For some years the ex-servant of the windmill had been rather favored by fortune than otherwise. He found the pocket-book, and, though he could not read the letter, he got the five-pound note. Since then, his gains, honest and dishonest, had been much beyond his needs, and his savings were not small. Suspicion was just beginning to connect his name and that of the Cheap Jack with certain thefts committed in the neighborhood, when he made up his mind to go.

His wealth was not generally known. Many a time had he been tempted to buy pigs (a common speculation in the district, and the first stone of more than one rustic fortune), but the dread of exciting suspicion balanced the almost certain profit, and he could never make up his mind.

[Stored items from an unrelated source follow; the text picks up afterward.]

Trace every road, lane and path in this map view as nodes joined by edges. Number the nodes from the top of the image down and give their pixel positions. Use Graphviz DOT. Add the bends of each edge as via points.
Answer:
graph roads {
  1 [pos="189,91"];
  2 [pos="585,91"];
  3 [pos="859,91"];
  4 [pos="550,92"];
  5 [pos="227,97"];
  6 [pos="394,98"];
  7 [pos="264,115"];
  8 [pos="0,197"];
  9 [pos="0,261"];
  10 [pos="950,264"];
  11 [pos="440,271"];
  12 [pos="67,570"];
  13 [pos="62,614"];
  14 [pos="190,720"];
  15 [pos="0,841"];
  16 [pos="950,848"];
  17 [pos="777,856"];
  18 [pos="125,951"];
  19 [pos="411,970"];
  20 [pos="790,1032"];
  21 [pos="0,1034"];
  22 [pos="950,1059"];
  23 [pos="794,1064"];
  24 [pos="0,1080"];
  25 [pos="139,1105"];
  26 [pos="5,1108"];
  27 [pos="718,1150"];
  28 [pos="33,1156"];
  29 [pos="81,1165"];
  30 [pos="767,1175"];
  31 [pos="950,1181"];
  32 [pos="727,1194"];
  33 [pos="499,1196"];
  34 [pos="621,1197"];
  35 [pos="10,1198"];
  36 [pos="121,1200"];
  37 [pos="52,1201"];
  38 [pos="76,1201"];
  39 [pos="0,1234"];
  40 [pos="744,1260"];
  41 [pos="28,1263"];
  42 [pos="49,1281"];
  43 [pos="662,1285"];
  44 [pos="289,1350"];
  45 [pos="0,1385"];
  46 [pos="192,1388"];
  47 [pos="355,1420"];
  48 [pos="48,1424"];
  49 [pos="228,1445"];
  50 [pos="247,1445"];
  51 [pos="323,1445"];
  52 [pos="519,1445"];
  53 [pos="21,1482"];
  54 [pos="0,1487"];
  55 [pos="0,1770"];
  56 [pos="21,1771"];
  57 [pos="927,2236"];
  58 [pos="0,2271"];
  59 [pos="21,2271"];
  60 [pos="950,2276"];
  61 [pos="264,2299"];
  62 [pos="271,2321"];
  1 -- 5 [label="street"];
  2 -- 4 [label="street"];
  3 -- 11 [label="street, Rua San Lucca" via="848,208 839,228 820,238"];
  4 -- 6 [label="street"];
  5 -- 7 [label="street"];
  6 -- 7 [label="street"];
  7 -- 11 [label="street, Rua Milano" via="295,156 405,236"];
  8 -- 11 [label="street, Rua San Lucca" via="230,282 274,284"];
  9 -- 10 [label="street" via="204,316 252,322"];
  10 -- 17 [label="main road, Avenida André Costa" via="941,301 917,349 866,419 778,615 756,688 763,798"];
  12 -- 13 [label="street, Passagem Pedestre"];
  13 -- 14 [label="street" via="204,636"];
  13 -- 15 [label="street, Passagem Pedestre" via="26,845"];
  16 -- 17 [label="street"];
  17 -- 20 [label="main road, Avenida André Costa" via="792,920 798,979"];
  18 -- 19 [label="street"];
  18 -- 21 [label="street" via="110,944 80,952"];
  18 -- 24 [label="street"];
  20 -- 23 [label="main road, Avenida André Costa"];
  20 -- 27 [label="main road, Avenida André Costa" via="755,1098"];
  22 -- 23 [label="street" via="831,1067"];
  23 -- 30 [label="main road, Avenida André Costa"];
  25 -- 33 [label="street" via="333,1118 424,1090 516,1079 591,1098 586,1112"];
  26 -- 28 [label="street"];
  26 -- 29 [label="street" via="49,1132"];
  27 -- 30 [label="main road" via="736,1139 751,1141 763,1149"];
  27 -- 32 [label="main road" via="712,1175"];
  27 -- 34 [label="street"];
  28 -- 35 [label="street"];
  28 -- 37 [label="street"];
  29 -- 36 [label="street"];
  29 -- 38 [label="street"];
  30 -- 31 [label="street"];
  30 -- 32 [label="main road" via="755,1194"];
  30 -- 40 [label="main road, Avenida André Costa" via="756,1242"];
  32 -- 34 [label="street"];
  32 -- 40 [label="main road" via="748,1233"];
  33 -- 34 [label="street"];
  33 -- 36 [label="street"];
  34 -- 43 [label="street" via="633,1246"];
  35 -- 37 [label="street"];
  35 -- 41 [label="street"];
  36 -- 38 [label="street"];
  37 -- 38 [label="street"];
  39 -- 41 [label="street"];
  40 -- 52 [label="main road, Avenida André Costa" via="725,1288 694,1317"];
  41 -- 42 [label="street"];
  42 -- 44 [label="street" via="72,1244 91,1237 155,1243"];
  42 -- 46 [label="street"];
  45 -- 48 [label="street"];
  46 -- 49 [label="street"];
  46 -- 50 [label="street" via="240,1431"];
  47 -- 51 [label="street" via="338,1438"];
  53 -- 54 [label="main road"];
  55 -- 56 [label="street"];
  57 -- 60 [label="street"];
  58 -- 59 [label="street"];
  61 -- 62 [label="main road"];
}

For Master Lake paid only five pounds a year for his man’s valuable services, which, even in a district where at that time habits were simple, and boots not made of brown paper, did not leave much margin for the purchase of pigs. The pig speculation, though profitable, was not safe. George had made money, however, and he had escaped detection. On the whole, he had been fortunate. But that mop saw a turn in the tide of his affairs, and ended strangely with him.

It began otherwise. George had never felt more convinced of his power to help himself at the expense of his neighbors than he did after getting Sal’s information, and keeping back his own, before they started to join in the amusements of the fair. He was on good terms with himself; none the less so that he had not failed to see the Cheap Jack’s chagrin, as the woman poured forth all she knew for George’s benefit, and got nothing in return.

The vanity of the ignorant knows no check except from without; under flattery, it is boundless, and the Cheap Jack’s wife found no difficulty in fooling George to the top of his bent.

George was rather proud, too, of his companion. She was not, as has been said, ill-looking but for her mouth, and beauty was not abundant enough in the neighborhood to place her at much disadvantage. Fashionable finery was even less common, and the Cheap Jack’s wife was showily dressed. And George found her a very pleasant companion; much livelier than the slow-witted damsels of the country-side. For him she had nothing but flattery; but her smart speeches at the expense of other people in the crowd caused the miller’s man to double up his long back with laughter.

A large proportion of the country wives and sweethearts tramped up and down the fair at the heels of their husbands and swains, like squaws after their Indian spouses. But the Cheap Jack’s wife asked George for his arm,—the left one,—and she clung to it all the day. “Quite the lady in her manners she be,” thought George. She called him “Mr. Sannel,” too. George felt that she admired him. For a moment his satisfaction was checked, when she called his attention to the good looks of a handsome recruiting sergeant, who was strutting about the mop with an air expressing not so much that it all belonged to him as that he didn’t at all belong to it.

“But there, he ain’t to hold a candle to you, Mr. Sannel, though his coat do sit well upon him,” said the Cheap Jack’s wife.

It gratified George’s standing ill-will to the Cheap Jack to have “cut him out” with this showy lady, and to laugh loudly with her upon his arm, whilst the hunchback followed, like a discontented cur, at their heels. If there was a drawback to the merits of his lively companion, it was her power of charming the money out of George’s pocket.